Halo has been granted FedRAMP Certified status under the new FedRAMP 20x standard at Class C (Moderate) impact level, effective 6 May 2026. Package ID: FR2621445678. This makes Halo one of the first cloud platforms in the world to achieve 20x Moderate authorization, having been selected by GSA for the FedRAMP 20x Phase 2 pilot.
For US federal agencies, state and local governments, and DoD contractors evaluating Halo, this removes the single biggest barrier to adoption. The authorization is already in place. Agencies can reuse it rather than building a new Authority to Operate from scratch.
What FedRAMP 20x actually is
FedRAMP 20x is a fundamentally different approach to cloud security certification. The older Rev5 framework worked like a traditional audit: once a year, a vendor presents evidence to an assessor who checks everything is configured correctly. FedRAMP 20x is automation-based.

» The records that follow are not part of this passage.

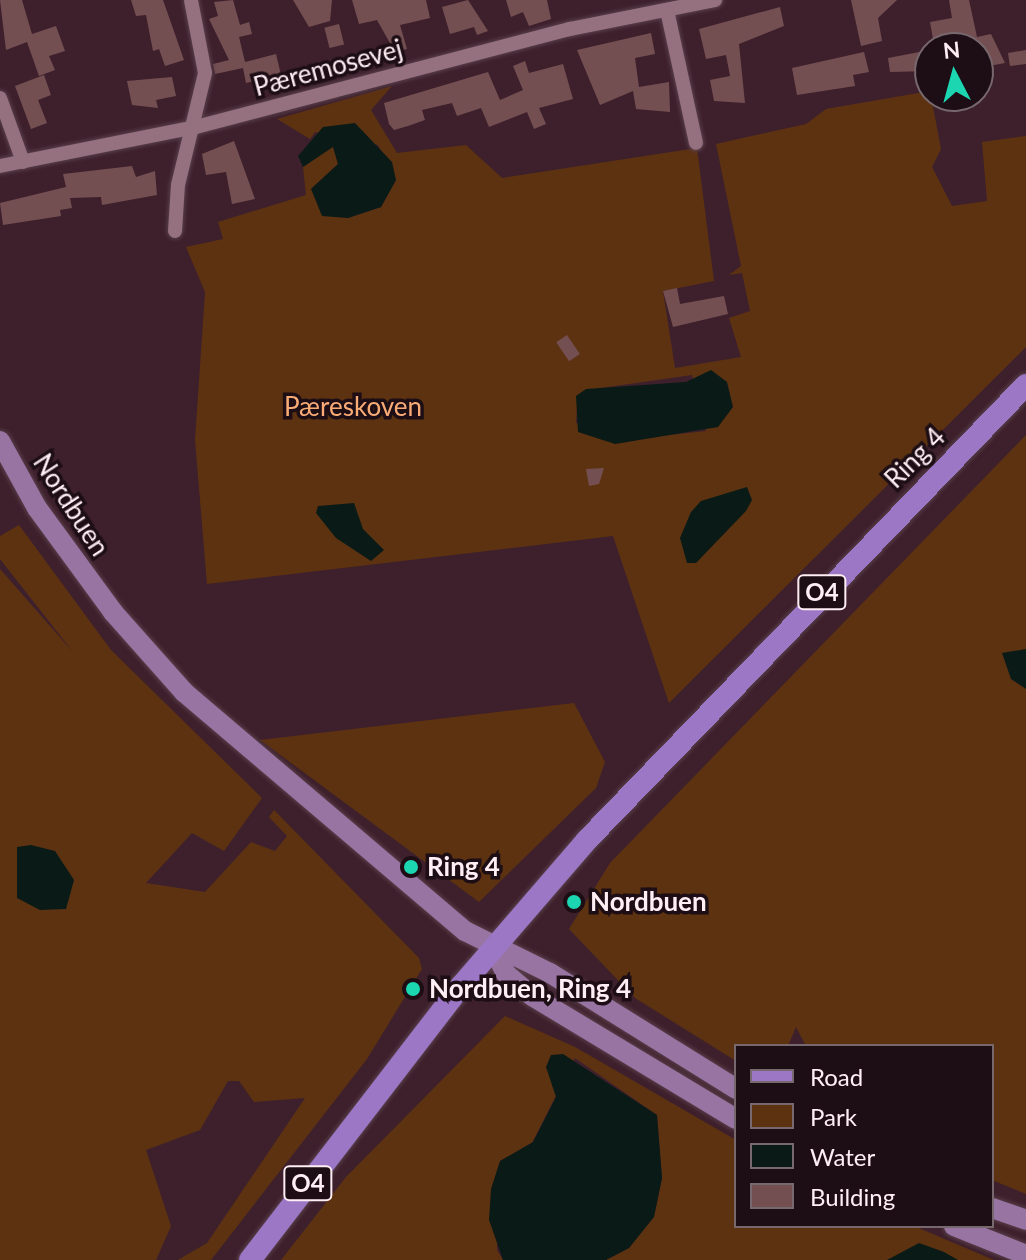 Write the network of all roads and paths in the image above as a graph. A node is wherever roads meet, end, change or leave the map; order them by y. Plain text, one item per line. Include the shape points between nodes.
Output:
1 (191, 0) edge
2 (715, 0) edge
3 (667, 10) junction
4 (0, 98) edge
5 (196, 127) junction
6 (696, 143) dead end
7 (23, 162) junction
8 (0, 166) edge
9 (175, 231) dead end
10 (1026, 385) edge
11 (0, 441) edge
12 (493, 948) junction
13 (734, 1088) edge
14 (734, 1118) edge
15 (994, 1209) edge
16 (1026, 1220) edge
17 (959, 1228) edge
18 (1026, 1255) edge
19 (250, 1260) edge

1 - 5 street via 205,58
2 - 3 street, Pæremosevej
3 - 5 street, Pæremosevej
3 - 6 street
4 - 7 street
5 - 7 street, Pæremosevej
5 - 9 street via 178,185
7 - 8 street, Pæremosevej
10 - 12 main road, Ring 4 / O4 via 654,768
11 - 12 street, Nordbuen via 37,508 113,612 184,692
12 - 13 street via 550,973
12 - 14 street via 506,974 532,996
12 - 19 main road, Ring 4 / O4
15 - 16 street
17 - 18 street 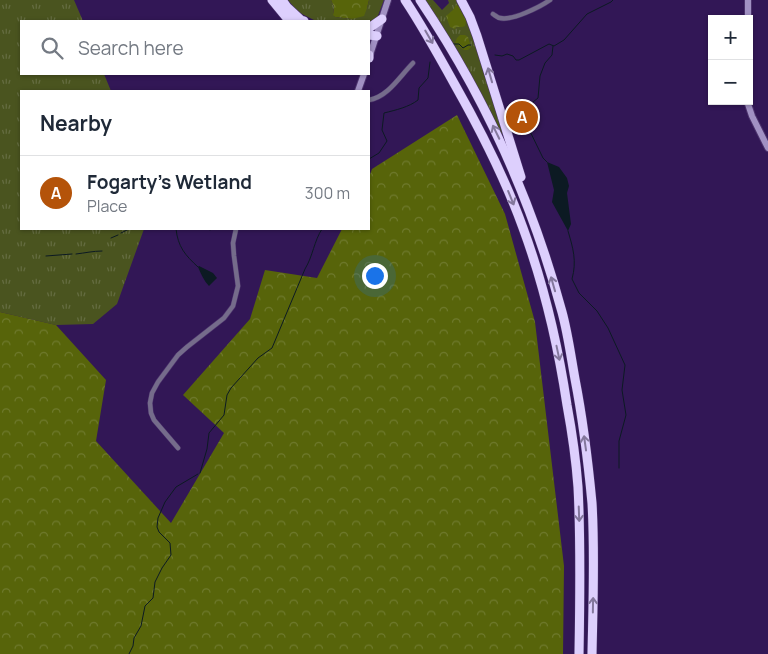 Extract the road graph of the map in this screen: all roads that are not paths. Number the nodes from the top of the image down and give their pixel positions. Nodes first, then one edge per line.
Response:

Security controls are validated continuously through Key Security Indicators, checked daily against live infrastructure data. The results are visible to customers in real time through a trust portal. It is not a one-time annual snapshot. It is ongoing, verifiable, and transparent.

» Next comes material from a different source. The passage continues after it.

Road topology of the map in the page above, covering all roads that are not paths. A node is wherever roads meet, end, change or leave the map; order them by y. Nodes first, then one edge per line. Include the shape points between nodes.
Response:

The Halo FedRAMP environment runs on AWS GovCloud (us-gov-west-1), a dedicated US government region with restricted access. The full system boundary was independently assessed by DataLock Consulting Group, an accredited FedRAMP Third Party Assessment Organization. Class C Moderate covers the vast majority of federal civilian and state and local government IT service management use cases.
What this means for customers
The FedRAMP-certified environment is a purpose-built, pre-configured Halo instance on AWS GovCloud, deployed and managed by Allied ESM. It includes GRC built in natively: POA&M tracking, OSCAL documentation, continuous KSI monitoring, and cross-framework control mapping covering FedRAMP, FISMA, CMMC, and NIST SP 800-53. All in the base licence. No add-on costs.
Importantly, FedRAMP is standard Halo licensing. There is no pricing uplift, no separate SKU for the government environment. Allied ESM handles the full deployment and ongoing support. ServiceNow is still authorized under the older Rev5 framework. Halo is certified under 20x, the standard the whole industry is moving towards.
If your agency is evaluating ITSM platforms or looking to move away from ServiceNow, the FedRAMP question now has a clear answer.